In his welcoming statement to Gandhi, Li stressed the similarities in population, size and economic development between the two countries and expressed his hope for better relations.
"China and India are two countries in Asia with the most ancient civilizations and have the largest populations of developing countries," Li said. "There is no reason for our countries not to get along."
The first Indian prime minister on Chinese soil in 34 years spent much of his first day in China in private talks with Li.
Gandhi was to meet Deng Xiaoping and Communist Party General Secretary Zhao Ziyang during his five-day visit, which also will include trips to Xian and Shanghai.
India and China are not expected to settle intractable border disputes that have bedeviled their relations since they fought a monthlong war in 1962, but the visit still has considerable importance.
The positions of the Asian giants are no longer static, partly due to the trail-blazing diplomacy of Soviet leader Mikhail Gorbachev, who called for a Sino-Indian rapprochement during a visit to New Delhi three weeks ago.
Gorbachev is concerned that the Soviet Union's strong ties to India, which faithfully sides with the Kremlin on most foreign policy positions, could be weakened as he moves to end more than a quarter of a century of hostile relations with China. The two communist giants are expected to hold a summit in early 1989.
But China, which has long used its ally Pakistan as a counterbalance to India, could feel less compelled to provide military and economic aid to New Delhi's arch-foe once the Kremlin's troops have left neighboring Afghanistan.
Moreover, India and China have plenty to gain from the building of links in areas such as trade - currently less than $100 million annually - and exchanges in culture, science and technology.
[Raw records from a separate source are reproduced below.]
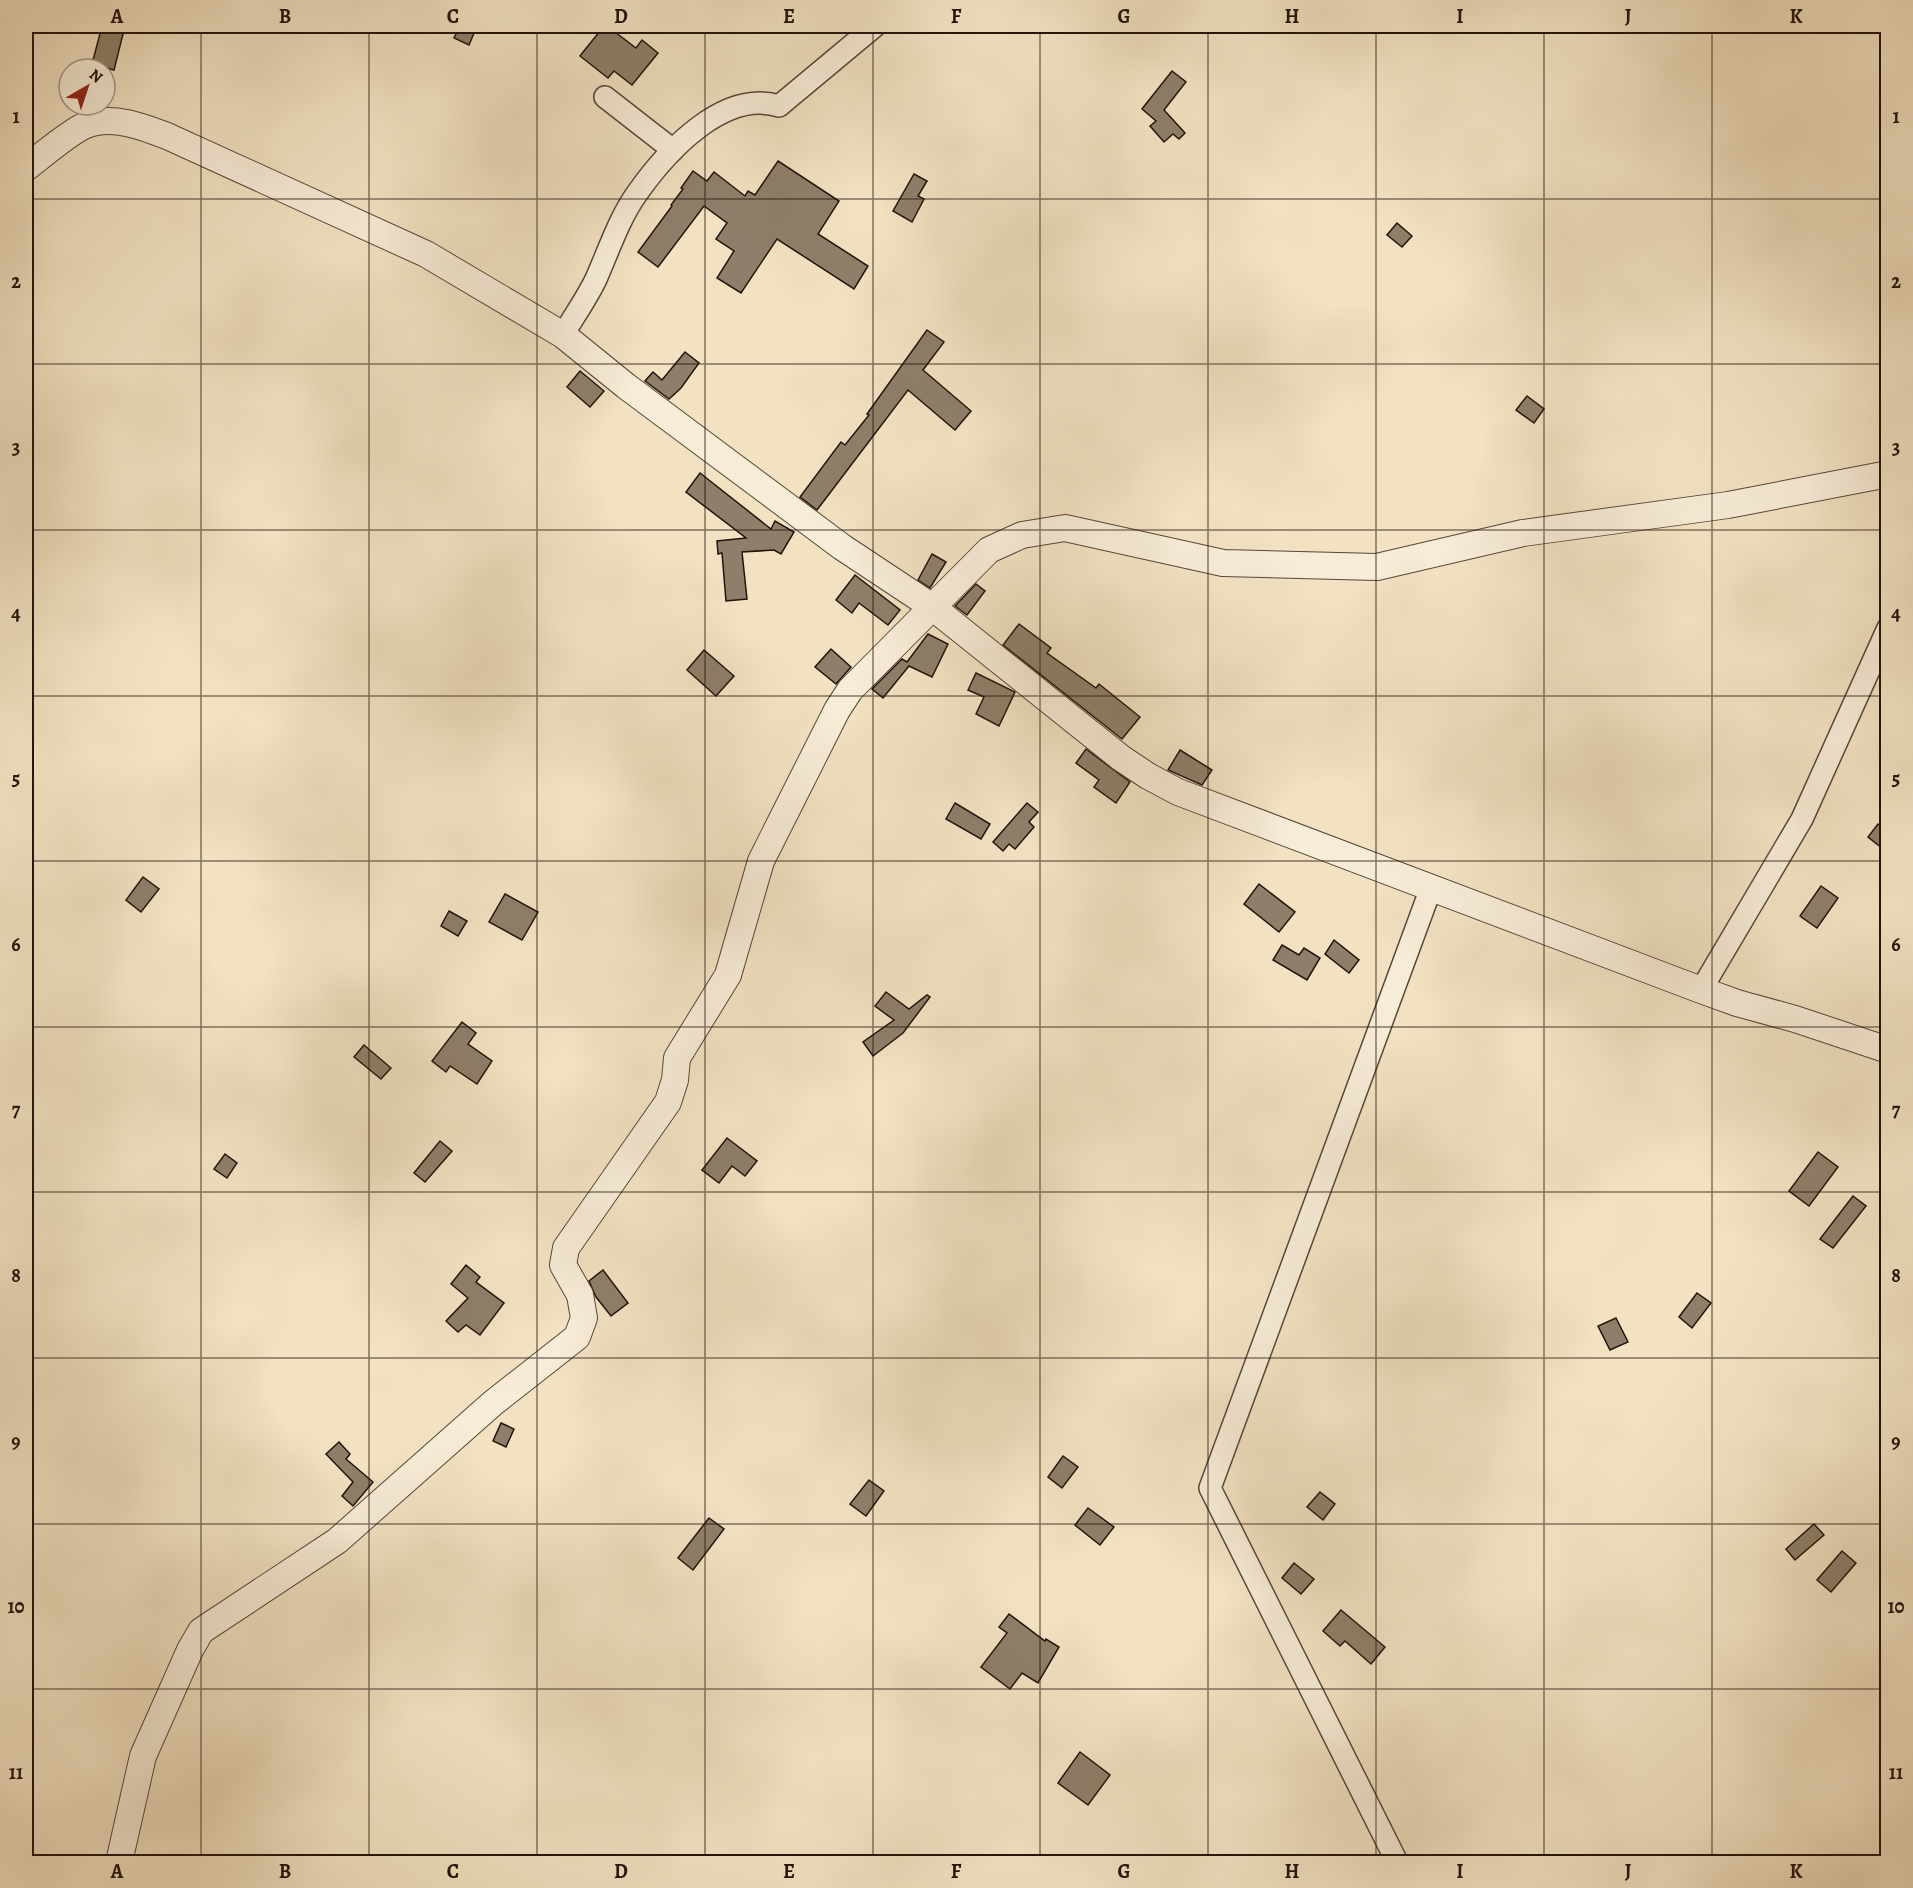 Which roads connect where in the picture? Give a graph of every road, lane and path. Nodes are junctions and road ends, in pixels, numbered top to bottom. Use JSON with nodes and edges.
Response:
{"nodes":[{"id":1,"x":875,"y":26,"type":"edge"},
{"id":2,"x":605,"y":97,"type":"dead end"},
{"id":3,"x":673,"y":150,"type":"junction"},
{"id":4,"x":26,"y":168,"type":"edge"},
{"id":5,"x":563,"y":335,"type":"junction"},
{"id":6,"x":1887,"y":474,"type":"edge"},
{"id":7,"x":931,"y":606,"type":"junction"},
{"id":8,"x":1887,"y":628,"type":"edge"},
{"id":9,"x":1431,"y":888,"type":"junction"},
{"id":10,"x":1701,"y":990,"type":"junction"},
{"id":11,"x":1887,"y":1050,"type":"edge"},
{"id":12,"x":119,"y":1863,"type":"edge"},
{"id":13,"x":1397,"y":1863,"type":"edge"}],
"edges":[{"from":1,"to":3,"type":"street"},
{"from":2,"to":3,"type":"street"},
{"from":3,"to":5,"type":"street"},
{"from":4,"to":5,"type":"street"},
{"from":5,"to":7,"type":"street"},
{"from":6,"to":7,"type":"street"},
{"from":7,"to":9,"type":"street"},
{"from":7,"to":12,"type":"street"},
{"from":8,"to":10,"type":"street"},
{"from":9,"to":10,"type":"street"},
{"from":9,"to":13,"type":"street"},
{"from":10,"to":11,"type":"street"}]}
Officials said Gandhi is scheduled to sign cooperative agreements in these fields Wednesday and authorize the opening of direct air links between Beijing and New Delhi.
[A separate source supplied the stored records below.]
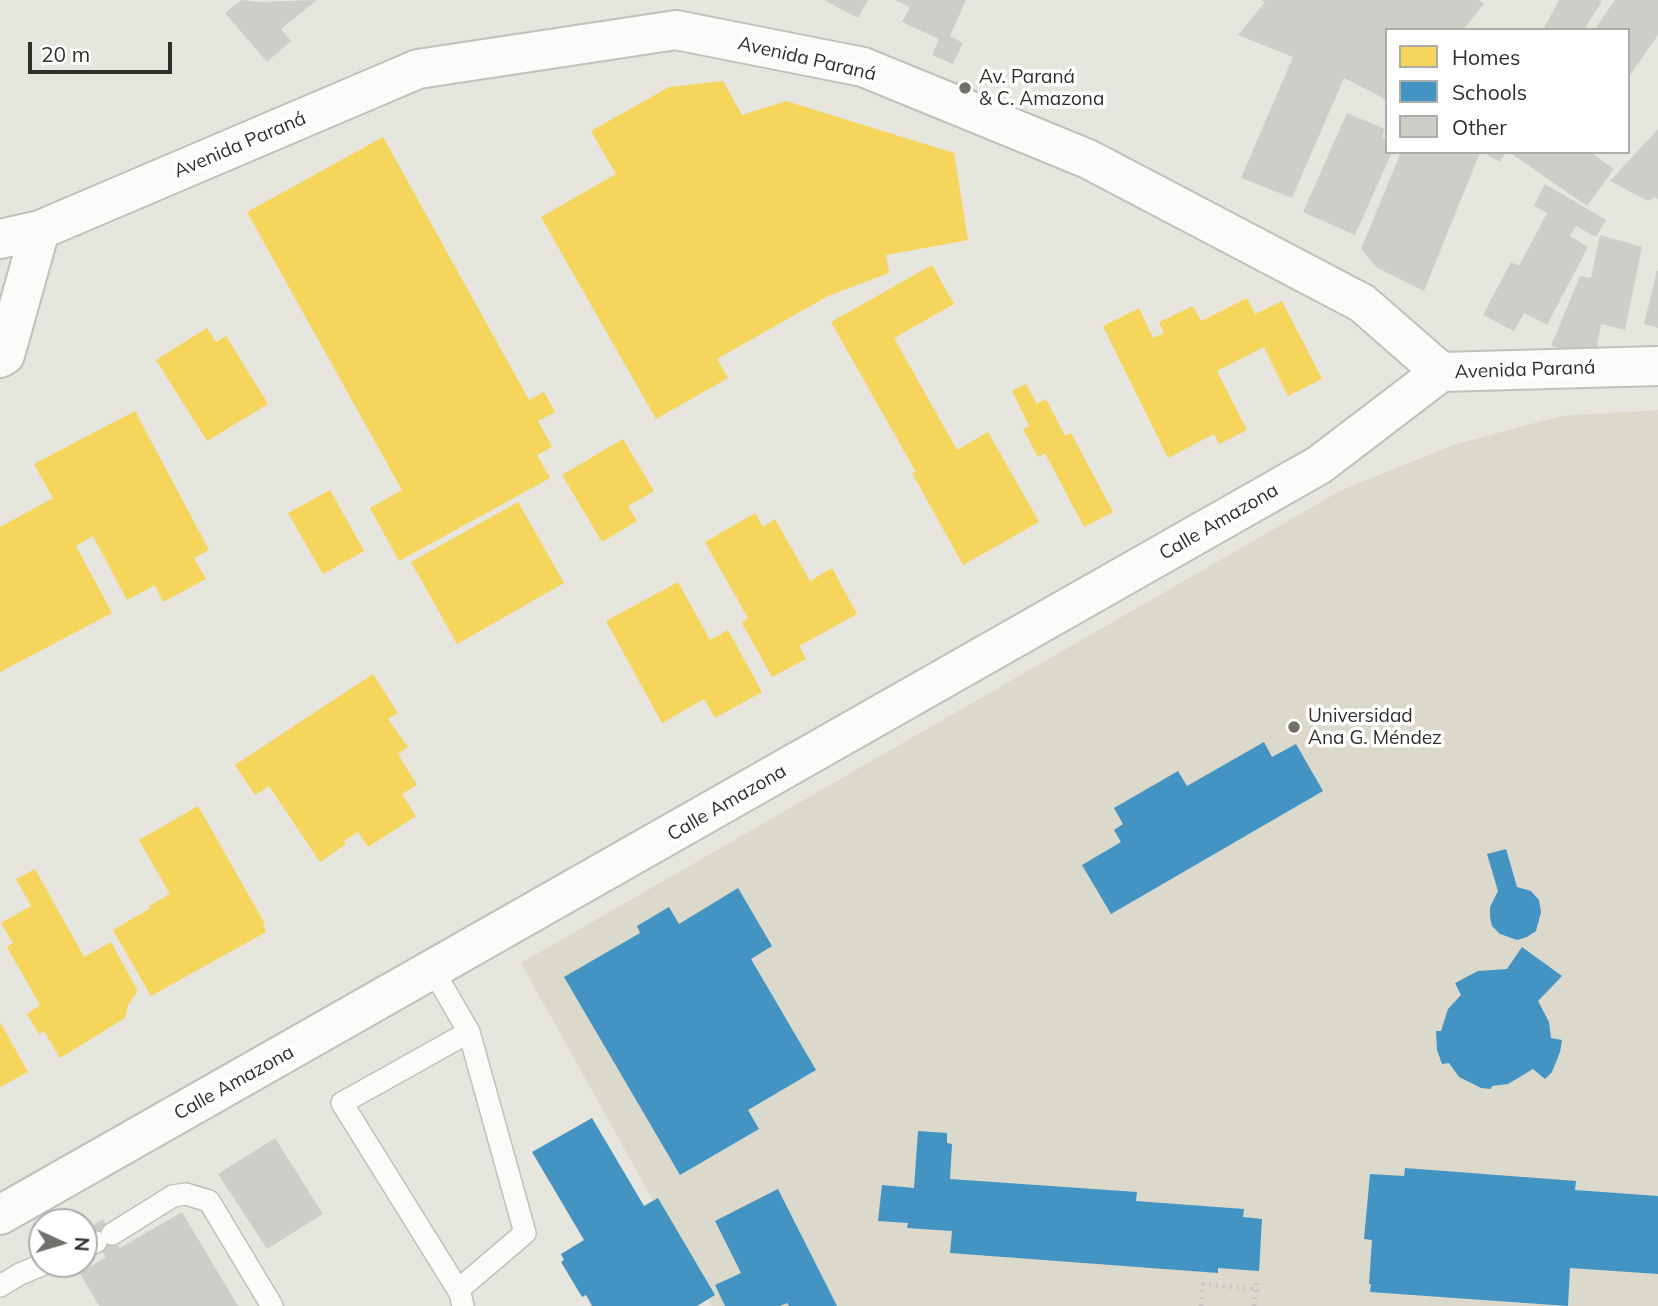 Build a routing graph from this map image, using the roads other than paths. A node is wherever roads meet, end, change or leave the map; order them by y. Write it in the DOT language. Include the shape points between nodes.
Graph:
graph roads {
  1 [pos="40,230"];
  2 [pos="0,239"];
  3 [pos="0,358"];
  4 [pos="1658,366"];
  5 [pos="1441,372"];
  6 [pos="433,970"];
  7 [pos="468,1032"];
  8 [pos="0,1215"];
  9 [pos="98,1240"];
  10 [pos="28,1271"];
  11 [pos="0,1286"];
  12 [pos="461,1298"];
  13 [pos="272,1306"];
  1 -- 2 [label="street, Avenida Paraná"];
  1 -- 3 [label="street" via="5,355"];
  1 -- 5 [label="street, Avenida Paraná" via="418,69 676,30 863,68 1088,159 1362,303"];
  4 -- 5 [label="street, Avenida Paraná"];
  5 -- 6 [label="street, Calle Amazona" via="1319,465"];
  6 -- 7 [label="lane"];
  6 -- 8 [label="street, Calle Amazona"];
  7 -- 12 [label="lane" via="525,1233"];
  7 -- 12 [label="lane" via="342,1103"];
  9 -- 13 [label="lane" via="173,1196 186,1194 209,1201"];
  10 -- 11 [label="lane"];
} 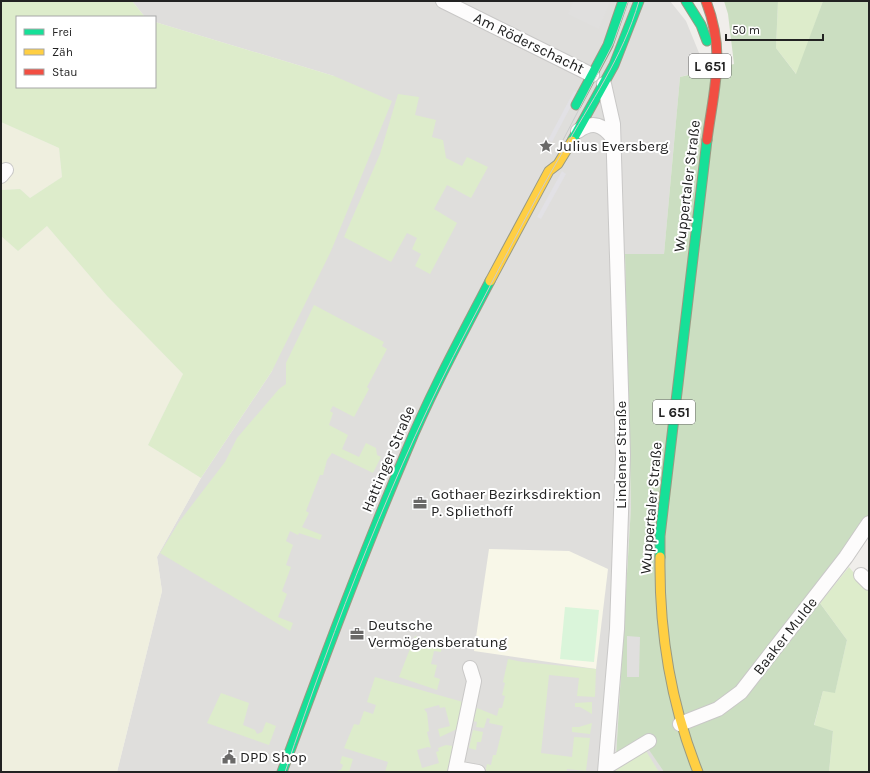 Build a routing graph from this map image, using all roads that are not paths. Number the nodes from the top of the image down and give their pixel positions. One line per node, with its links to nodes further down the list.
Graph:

Sino-Indian relations thawed in 1954 during the Beijing visit of Gandhi's grandfather, Jawaharlal Nehru, the first prime minister of the newly independent India.
But the relationship deteriorated and was severed in 1962 when China, largely to try the limits of Indo-Soviet friendship, poured thousands of troops over India's borders in the western and eastern Himalayas.
Beijing forces withdrew from the east, but held on to the 14,000-square-mile western area of Aksai Chin, still claimed by New Delhi.
Eight rounds of border talks since 1981 have yielded no breakthroughs, and Gandhi is unlikely to concede on this nationalist issue as he is up for re-election next year.